Work required
What is needed here is every record, retyped without any change.
*** Opening Extracted information ***
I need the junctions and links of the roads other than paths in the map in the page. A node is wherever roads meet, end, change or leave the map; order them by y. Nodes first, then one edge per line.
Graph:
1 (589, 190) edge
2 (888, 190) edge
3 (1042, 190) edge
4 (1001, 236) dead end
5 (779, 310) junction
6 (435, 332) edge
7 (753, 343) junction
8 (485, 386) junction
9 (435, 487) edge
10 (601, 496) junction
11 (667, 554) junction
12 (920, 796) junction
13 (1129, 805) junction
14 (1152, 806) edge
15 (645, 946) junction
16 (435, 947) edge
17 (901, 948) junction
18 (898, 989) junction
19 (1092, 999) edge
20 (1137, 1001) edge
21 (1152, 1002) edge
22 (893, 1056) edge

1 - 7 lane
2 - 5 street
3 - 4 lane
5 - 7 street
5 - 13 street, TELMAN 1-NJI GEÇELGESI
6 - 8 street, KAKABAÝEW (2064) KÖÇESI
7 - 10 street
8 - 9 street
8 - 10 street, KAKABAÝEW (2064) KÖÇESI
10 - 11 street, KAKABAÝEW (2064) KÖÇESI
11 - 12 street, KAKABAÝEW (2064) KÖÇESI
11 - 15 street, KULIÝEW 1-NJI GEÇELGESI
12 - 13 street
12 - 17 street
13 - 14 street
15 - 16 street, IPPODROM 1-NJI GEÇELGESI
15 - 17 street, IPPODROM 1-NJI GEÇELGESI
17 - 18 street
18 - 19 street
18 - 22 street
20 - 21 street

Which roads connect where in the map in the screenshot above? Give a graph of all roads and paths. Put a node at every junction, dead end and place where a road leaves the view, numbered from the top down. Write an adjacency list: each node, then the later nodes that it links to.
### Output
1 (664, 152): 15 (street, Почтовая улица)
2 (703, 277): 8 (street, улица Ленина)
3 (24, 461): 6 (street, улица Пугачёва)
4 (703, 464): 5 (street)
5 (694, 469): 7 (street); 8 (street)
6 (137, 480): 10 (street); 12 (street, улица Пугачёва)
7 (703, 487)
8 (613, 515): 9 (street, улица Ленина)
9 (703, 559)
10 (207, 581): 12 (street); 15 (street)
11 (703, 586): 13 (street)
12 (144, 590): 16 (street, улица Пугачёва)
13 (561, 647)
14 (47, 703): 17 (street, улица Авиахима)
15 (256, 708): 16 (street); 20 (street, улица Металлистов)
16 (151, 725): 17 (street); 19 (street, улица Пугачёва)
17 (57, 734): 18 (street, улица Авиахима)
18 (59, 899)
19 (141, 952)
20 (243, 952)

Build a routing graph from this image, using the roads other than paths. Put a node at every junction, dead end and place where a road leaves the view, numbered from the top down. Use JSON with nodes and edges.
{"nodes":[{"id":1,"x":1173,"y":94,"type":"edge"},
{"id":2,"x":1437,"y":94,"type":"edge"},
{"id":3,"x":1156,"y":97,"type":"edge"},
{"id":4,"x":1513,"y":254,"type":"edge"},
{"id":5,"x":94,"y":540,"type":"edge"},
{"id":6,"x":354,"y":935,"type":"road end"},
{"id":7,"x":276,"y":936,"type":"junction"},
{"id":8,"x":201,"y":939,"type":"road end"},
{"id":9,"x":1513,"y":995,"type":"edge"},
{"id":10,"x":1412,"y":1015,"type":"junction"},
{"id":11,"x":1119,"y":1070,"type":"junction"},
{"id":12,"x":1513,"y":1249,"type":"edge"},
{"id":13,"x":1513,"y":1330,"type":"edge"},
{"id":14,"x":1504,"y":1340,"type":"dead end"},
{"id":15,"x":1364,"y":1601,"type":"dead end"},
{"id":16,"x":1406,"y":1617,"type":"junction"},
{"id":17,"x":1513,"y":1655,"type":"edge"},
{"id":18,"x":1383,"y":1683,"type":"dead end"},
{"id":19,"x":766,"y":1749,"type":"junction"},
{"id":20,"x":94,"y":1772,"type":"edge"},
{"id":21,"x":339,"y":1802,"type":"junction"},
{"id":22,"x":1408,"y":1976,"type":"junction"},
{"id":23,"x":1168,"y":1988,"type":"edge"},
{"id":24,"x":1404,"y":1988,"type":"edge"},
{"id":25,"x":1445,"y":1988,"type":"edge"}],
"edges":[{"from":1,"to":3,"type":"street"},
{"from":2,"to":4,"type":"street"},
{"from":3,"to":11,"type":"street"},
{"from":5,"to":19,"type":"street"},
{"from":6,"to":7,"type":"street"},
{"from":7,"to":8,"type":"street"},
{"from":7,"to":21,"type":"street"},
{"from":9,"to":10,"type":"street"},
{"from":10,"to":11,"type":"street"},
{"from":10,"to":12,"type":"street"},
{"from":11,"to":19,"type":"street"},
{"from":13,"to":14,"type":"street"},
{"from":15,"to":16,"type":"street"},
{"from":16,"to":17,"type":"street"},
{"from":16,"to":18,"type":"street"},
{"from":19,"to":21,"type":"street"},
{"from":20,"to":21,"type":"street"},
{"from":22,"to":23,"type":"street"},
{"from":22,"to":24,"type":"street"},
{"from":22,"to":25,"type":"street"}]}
*** Closing Extracted information ***
Answer
I need the junctions and links of the roads other than paths in the map in the page. A node is wherever roads meet, end, change or leave the map; order them by y. Nodes first, then one edge per line.
Graph:
1 (589, 190) edge
2 (888, 190) edge
3 (1042, 190) edge
4 (1001, 236) dead end
5 (779, 310) junction
6 (435, 332) edge
7 (753, 343) junction
8 (485, 386) junction
9 (435, 487) edge
10 (601, 496) junction
11 (667, 554) junction
12 (920, 796) junction
13 (1129, 805) junction
14 (1152, 806) edge
15 (645, 946) junction
16 (435, 947) edge
17 (901, 948) junction
18 (898, 989) junction
19 (1092, 999) edge
20 (1137, 1001) edge
21 (1152, 1002) edge
22 (893, 1056) edge

1 - 7 lane
2 - 5 street
3 - 4 lane
5 - 7 street
5 - 13 street, TELMAN 1-NJI GEÇELGESI
6 - 8 street, KAKABAÝEW (2064) KÖÇESI
7 - 10 street
8 - 9 street
8 - 10 street, KAKABAÝEW (2064) KÖÇESI
10 - 11 street, KAKABAÝEW (2064) KÖÇESI
11 - 12 street, KAKABAÝEW (2064) KÖÇESI
11 - 15 street, KULIÝEW 1-NJI GEÇELGESI
12 - 13 street
12 - 17 street
13 - 14 street
15 - 16 street, IPPODROM 1-NJI GEÇELGESI
15 - 17 street, IPPODROM 1-NJI GEÇELGESI
17 - 18 street
18 - 19 street
18 - 22 street
20 - 21 street

Which roads connect where in the map in the screenshot above? Give a graph of all roads and paths. Put a node at every junction, dead end and place where a road leaves the view, numbered from the top down. Write an adjacency list: each node, then the later nodes that it links to.
### Output
1 (664, 152): 15 (street, Почтовая улица)
2 (703, 277): 8 (street, улица Ленина)
3 (24, 461): 6 (street, улица Пугачёва)
4 (703, 464): 5 (street)
5 (694, 469): 7 (street); 8 (street)
6 (137, 480): 10 (street); 12 (street, улица Пугачёва)
7 (703, 487)
8 (613, 515): 9 (street, улица Ленина)
9 (703, 559)
10 (207, 581): 12 (street); 15 (street)
11 (703, 586): 13 (street)
12 (144, 590): 16 (street, улица Пугачёва)
13 (561, 647)
14 (47, 703): 17 (street, улица Авиахима)
15 (256, 708): 16 (street); 20 (street, улица Металлистов)
16 (151, 725): 17 (street); 19 (street, улица Пугачёва)
17 (57, 734): 18 (street, улица Авиахима)
18 (59, 899)
19 (141, 952)
20 (243, 952)

Build a routing graph from this image, using the roads other than paths. Put a node at every junction, dead end and place where a road leaves the view, numbered from the top down. Use JSON with nodes and edges.
{"nodes":[{"id":1,"x":1173,"y":94,"type":"edge"},
{"id":2,"x":1437,"y":94,"type":"edge"},
{"id":3,"x":1156,"y":97,"type":"edge"},
{"id":4,"x":1513,"y":254,"type":"edge"},
{"id":5,"x":94,"y":540,"type":"edge"},
{"id":6,"x":354,"y":935,"type":"road end"},
{"id":7,"x":276,"y":936,"type":"junction"},
{"id":8,"x":201,"y":939,"type":"road end"},
{"id":9,"x":1513,"y":995,"type":"edge"},
{"id":10,"x":1412,"y":1015,"type":"junction"},
{"id":11,"x":1119,"y":1070,"type":"junction"},
{"id":12,"x":1513,"y":1249,"type":"edge"},
{"id":13,"x":1513,"y":1330,"type":"edge"},
{"id":14,"x":1504,"y":1340,"type":"dead end"},
{"id":15,"x":1364,"y":1601,"type":"dead end"},
{"id":16,"x":1406,"y":1617,"type":"junction"},
{"id":17,"x":1513,"y":1655,"type":"edge"},
{"id":18,"x":1383,"y":1683,"type":"dead end"},
{"id":19,"x":766,"y":1749,"type":"junction"},
{"id":20,"x":94,"y":1772,"type":"edge"},
{"id":21,"x":339,"y":1802,"type":"junction"},
{"id":22,"x":1408,"y":1976,"type":"junction"},
{"id":23,"x":1168,"y":1988,"type":"edge"},
{"id":24,"x":1404,"y":1988,"type":"edge"},
{"id":25,"x":1445,"y":1988,"type":"edge"}],
"edges":[{"from":1,"to":3,"type":"street"},
{"from":2,"to":4,"type":"street"},
{"from":3,"to":11,"type":"street"},
{"from":5,"to":19,"type":"street"},
{"from":6,"to":7,"type":"street"},
{"from":7,"to":8,"type":"street"},
{"from":7,"to":21,"type":"street"},
{"from":9,"to":10,"type":"street"},
{"from":10,"to":11,"type":"street"},
{"from":10,"to":12,"type":"street"},
{"from":11,"to":19,"type":"street"},
{"from":13,"to":14,"type":"street"},
{"from":15,"to":16,"type":"street"},
{"from":16,"to":17,"type":"street"},
{"from":16,"to":18,"type":"street"},
{"from":19,"to":21,"type":"street"},
{"from":20,"to":21,"type":"street"},
{"from":22,"to":23,"type":"street"},
{"from":22,"to":24,"type":"street"},
{"from":22,"to":25,"type":"street"}]}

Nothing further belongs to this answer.